Dataset extract
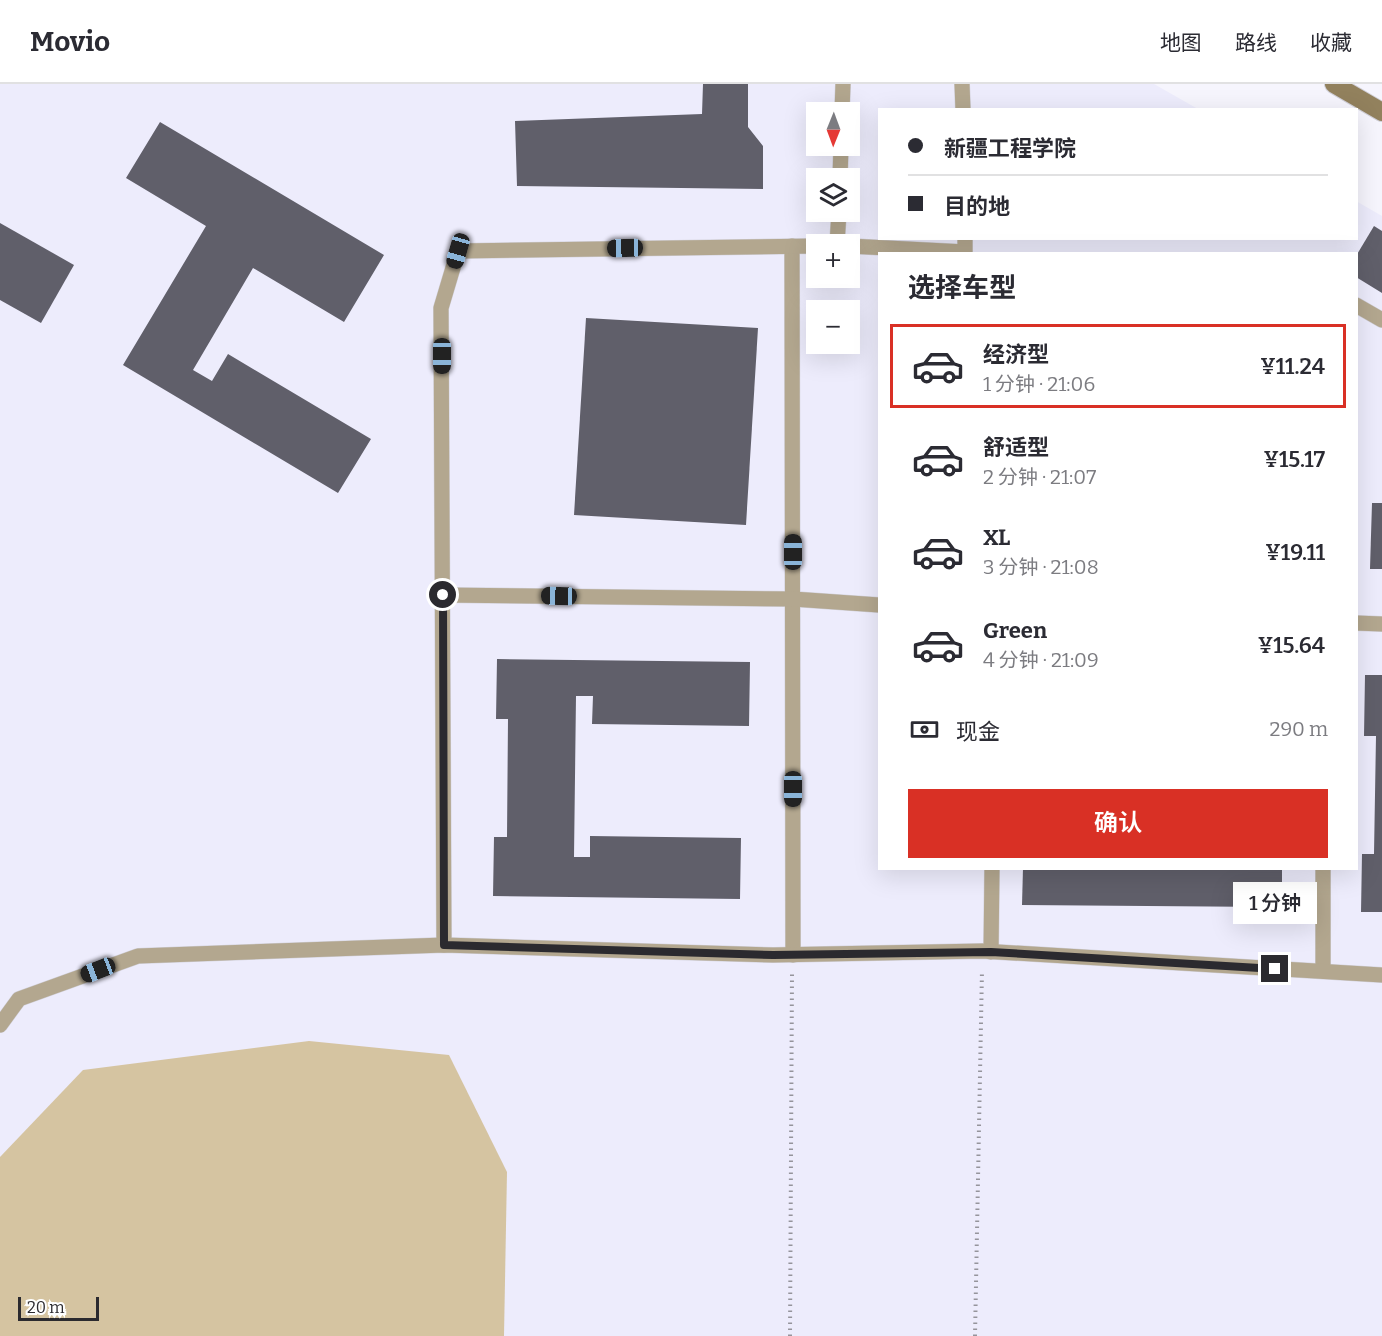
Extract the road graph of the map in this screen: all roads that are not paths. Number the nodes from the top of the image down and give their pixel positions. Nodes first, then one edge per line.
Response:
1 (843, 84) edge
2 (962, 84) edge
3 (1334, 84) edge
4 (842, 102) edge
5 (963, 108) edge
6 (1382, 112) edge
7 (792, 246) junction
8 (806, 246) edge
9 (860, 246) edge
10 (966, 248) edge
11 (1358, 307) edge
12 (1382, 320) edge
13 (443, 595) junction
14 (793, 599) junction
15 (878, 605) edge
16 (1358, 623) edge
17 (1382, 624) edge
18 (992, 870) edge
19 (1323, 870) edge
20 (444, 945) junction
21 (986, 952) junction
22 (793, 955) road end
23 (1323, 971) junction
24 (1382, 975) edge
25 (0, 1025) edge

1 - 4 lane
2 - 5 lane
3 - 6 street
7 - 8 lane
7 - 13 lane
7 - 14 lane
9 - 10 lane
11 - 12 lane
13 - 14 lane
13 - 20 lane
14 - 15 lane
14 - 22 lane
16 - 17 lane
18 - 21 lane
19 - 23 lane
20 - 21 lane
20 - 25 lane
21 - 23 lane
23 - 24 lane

Your assignment
The data must be printed exactly, image-free.

Written response
Extract the road graph of the map in this screen: all roads that are not paths. Number the nodes from the top of the image down and give their pixel positions. Nodes first, then one edge per line.
Response:
1 (843, 84) edge
2 (962, 84) edge
3 (1334, 84) edge
4 (842, 102) edge
5 (963, 108) edge
6 (1382, 112) edge
7 (792, 246) junction
8 (806, 246) edge
9 (860, 246) edge
10 (966, 248) edge
11 (1358, 307) edge
12 (1382, 320) edge
13 (443, 595) junction
14 (793, 599) junction
15 (878, 605) edge
16 (1358, 623) edge
17 (1382, 624) edge
18 (992, 870) edge
19 (1323, 870) edge
20 (444, 945) junction
21 (986, 952) junction
22 (793, 955) road end
23 (1323, 971) junction
24 (1382, 975) edge
25 (0, 1025) edge

1 - 4 lane
2 - 5 lane
3 - 6 street
7 - 8 lane
7 - 13 lane
7 - 14 lane
9 - 10 lane
11 - 12 lane
13 - 14 lane
13 - 20 lane
14 - 15 lane
14 - 22 lane
16 - 17 lane
18 - 21 lane
19 - 23 lane
20 - 21 lane
20 - 25 lane
21 - 23 lane
23 - 24 lane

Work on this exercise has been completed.